Source data
◆ ◆ ◆ ◆
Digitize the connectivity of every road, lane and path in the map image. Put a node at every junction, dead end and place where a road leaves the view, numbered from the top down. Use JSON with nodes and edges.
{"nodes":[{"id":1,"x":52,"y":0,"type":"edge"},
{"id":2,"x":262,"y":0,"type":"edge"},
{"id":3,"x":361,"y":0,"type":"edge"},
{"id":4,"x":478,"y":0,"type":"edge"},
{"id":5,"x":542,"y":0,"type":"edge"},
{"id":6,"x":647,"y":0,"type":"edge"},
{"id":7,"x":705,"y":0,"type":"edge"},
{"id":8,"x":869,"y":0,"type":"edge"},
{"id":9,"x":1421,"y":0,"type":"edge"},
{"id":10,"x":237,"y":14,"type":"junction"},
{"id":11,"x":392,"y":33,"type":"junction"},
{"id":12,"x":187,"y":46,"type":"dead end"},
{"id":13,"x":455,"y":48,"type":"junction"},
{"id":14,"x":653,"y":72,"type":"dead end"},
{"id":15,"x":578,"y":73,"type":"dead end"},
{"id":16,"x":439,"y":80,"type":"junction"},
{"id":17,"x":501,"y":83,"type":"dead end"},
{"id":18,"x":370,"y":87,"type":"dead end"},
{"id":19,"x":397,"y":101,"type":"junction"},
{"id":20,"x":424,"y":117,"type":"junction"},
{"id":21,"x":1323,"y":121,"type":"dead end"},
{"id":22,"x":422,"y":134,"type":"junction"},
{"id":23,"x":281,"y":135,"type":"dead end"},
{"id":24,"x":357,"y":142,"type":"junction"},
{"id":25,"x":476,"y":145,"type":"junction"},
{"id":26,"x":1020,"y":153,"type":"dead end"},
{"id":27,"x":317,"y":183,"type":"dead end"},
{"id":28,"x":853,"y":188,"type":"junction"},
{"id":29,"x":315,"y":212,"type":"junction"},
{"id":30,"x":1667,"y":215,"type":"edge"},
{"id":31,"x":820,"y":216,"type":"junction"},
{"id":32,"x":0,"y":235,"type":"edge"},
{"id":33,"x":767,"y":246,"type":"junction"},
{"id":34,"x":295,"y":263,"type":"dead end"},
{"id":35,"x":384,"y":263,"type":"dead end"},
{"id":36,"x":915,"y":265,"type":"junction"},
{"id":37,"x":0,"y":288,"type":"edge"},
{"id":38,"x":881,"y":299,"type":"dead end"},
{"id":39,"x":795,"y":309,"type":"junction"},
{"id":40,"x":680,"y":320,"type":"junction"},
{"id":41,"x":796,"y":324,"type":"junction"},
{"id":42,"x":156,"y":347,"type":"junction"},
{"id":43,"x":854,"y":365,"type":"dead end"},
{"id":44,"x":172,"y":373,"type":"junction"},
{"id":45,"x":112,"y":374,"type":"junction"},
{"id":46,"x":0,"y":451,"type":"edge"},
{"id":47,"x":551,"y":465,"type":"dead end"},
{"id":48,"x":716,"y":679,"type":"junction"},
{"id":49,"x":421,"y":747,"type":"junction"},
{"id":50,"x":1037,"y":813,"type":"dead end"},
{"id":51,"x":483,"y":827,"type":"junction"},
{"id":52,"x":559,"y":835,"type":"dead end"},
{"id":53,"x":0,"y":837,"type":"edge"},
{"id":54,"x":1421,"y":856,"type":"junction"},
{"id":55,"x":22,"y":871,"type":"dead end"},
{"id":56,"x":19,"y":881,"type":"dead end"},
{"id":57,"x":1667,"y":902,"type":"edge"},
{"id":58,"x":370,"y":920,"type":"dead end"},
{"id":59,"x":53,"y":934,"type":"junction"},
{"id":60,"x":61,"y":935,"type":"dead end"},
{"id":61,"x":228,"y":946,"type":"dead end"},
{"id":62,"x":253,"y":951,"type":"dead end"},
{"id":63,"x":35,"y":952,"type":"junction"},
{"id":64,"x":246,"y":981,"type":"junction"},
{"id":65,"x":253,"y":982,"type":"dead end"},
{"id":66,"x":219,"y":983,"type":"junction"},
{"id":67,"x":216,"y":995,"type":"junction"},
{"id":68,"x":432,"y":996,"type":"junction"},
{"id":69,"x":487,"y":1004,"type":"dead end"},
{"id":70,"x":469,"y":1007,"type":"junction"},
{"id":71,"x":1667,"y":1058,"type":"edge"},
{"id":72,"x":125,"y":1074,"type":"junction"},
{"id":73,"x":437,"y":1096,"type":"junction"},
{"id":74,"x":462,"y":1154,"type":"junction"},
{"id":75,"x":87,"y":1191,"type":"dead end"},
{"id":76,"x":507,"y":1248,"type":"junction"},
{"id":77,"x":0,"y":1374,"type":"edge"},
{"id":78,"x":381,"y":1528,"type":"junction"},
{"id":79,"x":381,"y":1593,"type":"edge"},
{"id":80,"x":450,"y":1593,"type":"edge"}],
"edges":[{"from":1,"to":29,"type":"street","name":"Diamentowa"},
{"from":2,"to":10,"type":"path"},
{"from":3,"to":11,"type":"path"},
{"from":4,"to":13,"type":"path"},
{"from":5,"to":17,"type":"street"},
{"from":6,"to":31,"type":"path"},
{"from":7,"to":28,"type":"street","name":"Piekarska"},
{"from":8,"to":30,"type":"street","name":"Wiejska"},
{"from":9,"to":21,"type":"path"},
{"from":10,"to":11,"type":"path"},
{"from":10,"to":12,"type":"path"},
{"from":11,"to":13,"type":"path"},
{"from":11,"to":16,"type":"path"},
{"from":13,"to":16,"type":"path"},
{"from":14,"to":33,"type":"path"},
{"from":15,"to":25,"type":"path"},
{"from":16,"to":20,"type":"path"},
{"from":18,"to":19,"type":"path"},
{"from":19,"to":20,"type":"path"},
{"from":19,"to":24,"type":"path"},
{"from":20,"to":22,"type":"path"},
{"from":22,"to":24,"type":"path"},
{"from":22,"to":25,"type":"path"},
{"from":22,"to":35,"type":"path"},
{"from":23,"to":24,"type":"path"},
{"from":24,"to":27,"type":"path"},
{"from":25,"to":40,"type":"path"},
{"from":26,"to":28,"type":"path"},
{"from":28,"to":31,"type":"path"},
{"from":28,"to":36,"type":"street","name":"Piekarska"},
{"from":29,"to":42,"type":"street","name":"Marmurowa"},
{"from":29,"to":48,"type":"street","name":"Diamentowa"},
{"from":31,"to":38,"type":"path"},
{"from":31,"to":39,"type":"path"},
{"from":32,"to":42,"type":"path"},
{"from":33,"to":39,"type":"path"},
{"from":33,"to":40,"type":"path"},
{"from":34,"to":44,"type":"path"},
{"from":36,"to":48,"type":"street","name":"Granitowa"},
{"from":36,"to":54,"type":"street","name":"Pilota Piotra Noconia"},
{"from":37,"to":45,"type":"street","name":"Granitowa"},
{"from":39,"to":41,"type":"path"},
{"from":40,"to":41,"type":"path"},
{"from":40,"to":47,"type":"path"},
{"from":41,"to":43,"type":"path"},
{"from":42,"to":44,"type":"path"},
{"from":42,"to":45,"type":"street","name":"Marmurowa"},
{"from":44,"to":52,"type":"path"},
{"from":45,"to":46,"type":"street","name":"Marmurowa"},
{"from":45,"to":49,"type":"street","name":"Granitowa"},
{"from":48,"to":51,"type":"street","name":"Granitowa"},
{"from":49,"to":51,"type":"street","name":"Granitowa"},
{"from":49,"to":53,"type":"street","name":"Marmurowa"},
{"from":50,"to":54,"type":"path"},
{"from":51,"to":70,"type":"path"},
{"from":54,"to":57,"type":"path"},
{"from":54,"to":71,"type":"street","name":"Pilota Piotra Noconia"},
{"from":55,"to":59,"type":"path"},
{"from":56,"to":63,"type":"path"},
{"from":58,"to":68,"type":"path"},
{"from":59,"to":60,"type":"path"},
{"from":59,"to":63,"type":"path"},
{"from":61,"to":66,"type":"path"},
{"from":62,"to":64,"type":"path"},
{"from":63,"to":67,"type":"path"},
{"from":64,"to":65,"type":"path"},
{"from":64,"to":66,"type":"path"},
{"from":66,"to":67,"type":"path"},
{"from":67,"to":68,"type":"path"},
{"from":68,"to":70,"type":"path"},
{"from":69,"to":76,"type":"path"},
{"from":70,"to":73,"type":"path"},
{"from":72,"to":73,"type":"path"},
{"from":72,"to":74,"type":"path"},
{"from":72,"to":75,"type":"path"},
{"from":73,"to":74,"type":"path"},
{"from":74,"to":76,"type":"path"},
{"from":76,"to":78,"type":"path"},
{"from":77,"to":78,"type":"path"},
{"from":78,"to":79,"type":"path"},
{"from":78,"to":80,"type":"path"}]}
◆ ◆ ◆ ◆
Answer with a single number: how many lines above hold the word "Piotra"?

Output for this exercise => 2